**Try it**
Take the entries below and print only the lines from the one with "21, 35, 35);" through the one with "77, 1512, 224);", exactly as they stand, both ends included.

**Data entries**
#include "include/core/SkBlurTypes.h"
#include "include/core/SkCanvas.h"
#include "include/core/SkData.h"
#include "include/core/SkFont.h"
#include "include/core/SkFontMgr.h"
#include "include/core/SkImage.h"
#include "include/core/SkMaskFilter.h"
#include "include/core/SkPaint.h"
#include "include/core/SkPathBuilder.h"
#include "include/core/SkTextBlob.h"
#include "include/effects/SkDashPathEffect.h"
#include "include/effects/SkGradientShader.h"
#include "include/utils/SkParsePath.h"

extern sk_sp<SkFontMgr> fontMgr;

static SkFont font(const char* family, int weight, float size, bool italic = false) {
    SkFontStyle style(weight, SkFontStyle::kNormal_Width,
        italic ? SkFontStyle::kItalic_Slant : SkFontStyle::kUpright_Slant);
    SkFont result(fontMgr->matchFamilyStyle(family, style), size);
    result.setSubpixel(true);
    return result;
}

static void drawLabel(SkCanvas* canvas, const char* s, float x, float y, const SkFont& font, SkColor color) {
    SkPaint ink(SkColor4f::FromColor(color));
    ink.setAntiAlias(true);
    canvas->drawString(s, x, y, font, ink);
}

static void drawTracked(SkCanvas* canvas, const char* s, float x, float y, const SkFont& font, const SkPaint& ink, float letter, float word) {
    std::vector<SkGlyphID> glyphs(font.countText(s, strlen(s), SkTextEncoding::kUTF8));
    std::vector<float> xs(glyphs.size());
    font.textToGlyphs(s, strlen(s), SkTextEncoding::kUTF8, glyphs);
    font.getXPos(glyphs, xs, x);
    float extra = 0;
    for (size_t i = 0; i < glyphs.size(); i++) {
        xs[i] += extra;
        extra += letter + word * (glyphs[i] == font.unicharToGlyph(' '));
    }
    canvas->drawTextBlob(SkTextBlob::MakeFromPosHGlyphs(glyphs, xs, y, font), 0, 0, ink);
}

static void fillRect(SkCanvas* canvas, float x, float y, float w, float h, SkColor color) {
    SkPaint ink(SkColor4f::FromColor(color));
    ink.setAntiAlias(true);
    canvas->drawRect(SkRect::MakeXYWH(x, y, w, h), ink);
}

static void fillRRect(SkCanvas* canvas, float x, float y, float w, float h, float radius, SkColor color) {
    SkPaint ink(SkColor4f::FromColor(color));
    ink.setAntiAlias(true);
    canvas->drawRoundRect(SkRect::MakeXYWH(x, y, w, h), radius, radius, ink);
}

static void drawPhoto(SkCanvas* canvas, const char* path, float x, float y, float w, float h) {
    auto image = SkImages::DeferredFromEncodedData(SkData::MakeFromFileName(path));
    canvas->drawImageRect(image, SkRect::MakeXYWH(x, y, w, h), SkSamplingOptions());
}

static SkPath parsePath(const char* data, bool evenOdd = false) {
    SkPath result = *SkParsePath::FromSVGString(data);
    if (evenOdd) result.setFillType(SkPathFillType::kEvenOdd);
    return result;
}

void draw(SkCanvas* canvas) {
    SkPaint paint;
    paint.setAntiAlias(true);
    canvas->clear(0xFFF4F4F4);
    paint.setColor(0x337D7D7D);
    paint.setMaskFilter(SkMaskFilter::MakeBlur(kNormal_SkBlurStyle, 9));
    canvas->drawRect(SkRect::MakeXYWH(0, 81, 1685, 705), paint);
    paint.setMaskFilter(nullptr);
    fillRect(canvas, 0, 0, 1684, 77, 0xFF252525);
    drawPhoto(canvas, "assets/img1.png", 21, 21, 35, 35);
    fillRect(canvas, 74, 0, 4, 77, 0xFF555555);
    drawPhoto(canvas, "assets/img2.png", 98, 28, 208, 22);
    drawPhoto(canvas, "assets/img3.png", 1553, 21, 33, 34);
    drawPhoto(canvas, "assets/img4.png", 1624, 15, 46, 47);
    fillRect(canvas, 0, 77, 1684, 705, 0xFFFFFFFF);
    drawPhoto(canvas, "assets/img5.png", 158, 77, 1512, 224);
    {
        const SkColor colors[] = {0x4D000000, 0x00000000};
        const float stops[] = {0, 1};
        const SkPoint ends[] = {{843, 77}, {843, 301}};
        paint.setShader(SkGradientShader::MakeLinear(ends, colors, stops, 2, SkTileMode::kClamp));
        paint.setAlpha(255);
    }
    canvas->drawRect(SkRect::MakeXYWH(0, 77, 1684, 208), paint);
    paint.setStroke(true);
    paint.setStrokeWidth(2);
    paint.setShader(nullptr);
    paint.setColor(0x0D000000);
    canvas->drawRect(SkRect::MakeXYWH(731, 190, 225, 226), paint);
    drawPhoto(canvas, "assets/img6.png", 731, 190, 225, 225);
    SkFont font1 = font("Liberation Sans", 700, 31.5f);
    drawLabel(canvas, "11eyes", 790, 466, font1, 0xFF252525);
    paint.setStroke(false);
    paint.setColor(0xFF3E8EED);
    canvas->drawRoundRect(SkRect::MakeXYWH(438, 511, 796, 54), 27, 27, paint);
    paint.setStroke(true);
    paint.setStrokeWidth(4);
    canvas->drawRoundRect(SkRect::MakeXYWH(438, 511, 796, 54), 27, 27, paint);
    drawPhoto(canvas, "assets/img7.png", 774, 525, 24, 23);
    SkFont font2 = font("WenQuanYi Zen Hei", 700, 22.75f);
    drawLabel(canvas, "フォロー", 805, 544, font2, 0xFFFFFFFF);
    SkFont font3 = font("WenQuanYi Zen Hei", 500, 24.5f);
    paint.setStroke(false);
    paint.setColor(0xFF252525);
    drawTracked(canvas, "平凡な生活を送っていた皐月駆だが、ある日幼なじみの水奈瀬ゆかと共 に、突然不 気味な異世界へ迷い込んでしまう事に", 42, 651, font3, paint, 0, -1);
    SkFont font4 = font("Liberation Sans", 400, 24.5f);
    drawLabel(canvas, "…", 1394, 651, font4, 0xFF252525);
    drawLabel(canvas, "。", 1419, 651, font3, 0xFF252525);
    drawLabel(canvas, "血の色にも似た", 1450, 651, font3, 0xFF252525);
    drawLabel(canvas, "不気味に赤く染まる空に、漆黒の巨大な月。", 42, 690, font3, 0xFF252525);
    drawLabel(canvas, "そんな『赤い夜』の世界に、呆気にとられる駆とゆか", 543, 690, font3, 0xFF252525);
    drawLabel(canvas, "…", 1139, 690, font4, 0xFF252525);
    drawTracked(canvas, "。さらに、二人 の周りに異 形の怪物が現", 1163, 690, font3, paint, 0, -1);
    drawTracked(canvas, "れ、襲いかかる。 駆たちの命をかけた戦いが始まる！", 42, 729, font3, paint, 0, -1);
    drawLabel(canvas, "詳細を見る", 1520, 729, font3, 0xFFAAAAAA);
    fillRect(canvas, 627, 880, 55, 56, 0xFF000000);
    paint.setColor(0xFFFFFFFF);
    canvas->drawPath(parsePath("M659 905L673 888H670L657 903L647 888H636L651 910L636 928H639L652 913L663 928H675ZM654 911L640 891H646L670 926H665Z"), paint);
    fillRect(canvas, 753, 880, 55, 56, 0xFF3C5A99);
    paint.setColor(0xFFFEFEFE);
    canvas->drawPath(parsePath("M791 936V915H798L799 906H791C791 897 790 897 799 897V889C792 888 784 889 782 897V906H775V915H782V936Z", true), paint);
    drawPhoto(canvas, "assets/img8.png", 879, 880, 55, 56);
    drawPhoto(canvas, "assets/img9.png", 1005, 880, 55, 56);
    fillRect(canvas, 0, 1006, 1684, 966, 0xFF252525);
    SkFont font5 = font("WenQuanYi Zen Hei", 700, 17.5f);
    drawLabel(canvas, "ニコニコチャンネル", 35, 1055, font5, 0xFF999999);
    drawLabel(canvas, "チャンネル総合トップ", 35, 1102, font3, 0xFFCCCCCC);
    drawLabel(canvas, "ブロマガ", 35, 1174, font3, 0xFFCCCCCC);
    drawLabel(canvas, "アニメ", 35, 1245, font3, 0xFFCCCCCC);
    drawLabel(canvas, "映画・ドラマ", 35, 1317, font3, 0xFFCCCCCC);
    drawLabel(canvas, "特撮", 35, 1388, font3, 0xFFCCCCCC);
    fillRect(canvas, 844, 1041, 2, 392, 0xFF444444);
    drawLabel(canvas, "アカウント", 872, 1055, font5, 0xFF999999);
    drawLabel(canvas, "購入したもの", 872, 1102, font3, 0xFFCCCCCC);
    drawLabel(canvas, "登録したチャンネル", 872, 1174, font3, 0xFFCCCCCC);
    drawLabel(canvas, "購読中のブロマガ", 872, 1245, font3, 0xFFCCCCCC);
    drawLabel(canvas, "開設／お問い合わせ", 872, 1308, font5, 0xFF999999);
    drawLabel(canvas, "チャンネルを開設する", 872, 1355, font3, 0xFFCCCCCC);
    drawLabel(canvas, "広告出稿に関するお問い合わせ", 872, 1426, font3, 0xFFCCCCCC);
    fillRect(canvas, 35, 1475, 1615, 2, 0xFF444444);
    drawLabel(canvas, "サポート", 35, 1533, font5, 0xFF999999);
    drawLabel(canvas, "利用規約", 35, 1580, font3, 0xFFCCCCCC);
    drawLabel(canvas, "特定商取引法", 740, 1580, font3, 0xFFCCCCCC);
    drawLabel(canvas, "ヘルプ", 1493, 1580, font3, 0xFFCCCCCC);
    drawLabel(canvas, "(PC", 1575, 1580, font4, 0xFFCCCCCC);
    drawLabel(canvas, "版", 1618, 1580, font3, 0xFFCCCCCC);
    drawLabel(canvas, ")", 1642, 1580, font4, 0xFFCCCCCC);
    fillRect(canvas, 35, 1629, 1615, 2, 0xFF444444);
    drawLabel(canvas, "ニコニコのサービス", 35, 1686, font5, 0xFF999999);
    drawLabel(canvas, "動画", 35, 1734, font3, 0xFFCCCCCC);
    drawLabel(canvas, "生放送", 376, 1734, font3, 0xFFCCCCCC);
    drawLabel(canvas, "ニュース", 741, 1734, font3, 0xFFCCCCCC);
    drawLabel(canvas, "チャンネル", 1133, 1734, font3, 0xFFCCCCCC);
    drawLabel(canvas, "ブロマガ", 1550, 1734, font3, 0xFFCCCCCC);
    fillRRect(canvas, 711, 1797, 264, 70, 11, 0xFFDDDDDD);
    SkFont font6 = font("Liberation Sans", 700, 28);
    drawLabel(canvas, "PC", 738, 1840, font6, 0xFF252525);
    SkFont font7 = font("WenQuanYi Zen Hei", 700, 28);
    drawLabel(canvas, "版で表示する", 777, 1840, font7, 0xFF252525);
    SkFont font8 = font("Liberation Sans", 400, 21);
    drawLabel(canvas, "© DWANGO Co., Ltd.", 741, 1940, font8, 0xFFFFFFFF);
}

**Your solution**
    drawPhoto(canvas, "assets/img1.png", 21, 21, 35, 35);
    fillRect(canvas, 74, 0, 4, 77, 0xFF555555);
    drawPhoto(canvas, "assets/img2.png", 98, 28, 208, 22);
    drawPhoto(canvas, "assets/img3.png", 1553, 21, 33, 34);
    drawPhoto(canvas, "assets/img4.png", 1624, 15, 46, 47);
    fillRect(canvas, 0, 77, 1684, 705, 0xFFFFFFFF);
    drawPhoto(canvas, "assets/img5.png", 158, 77, 1512, 224);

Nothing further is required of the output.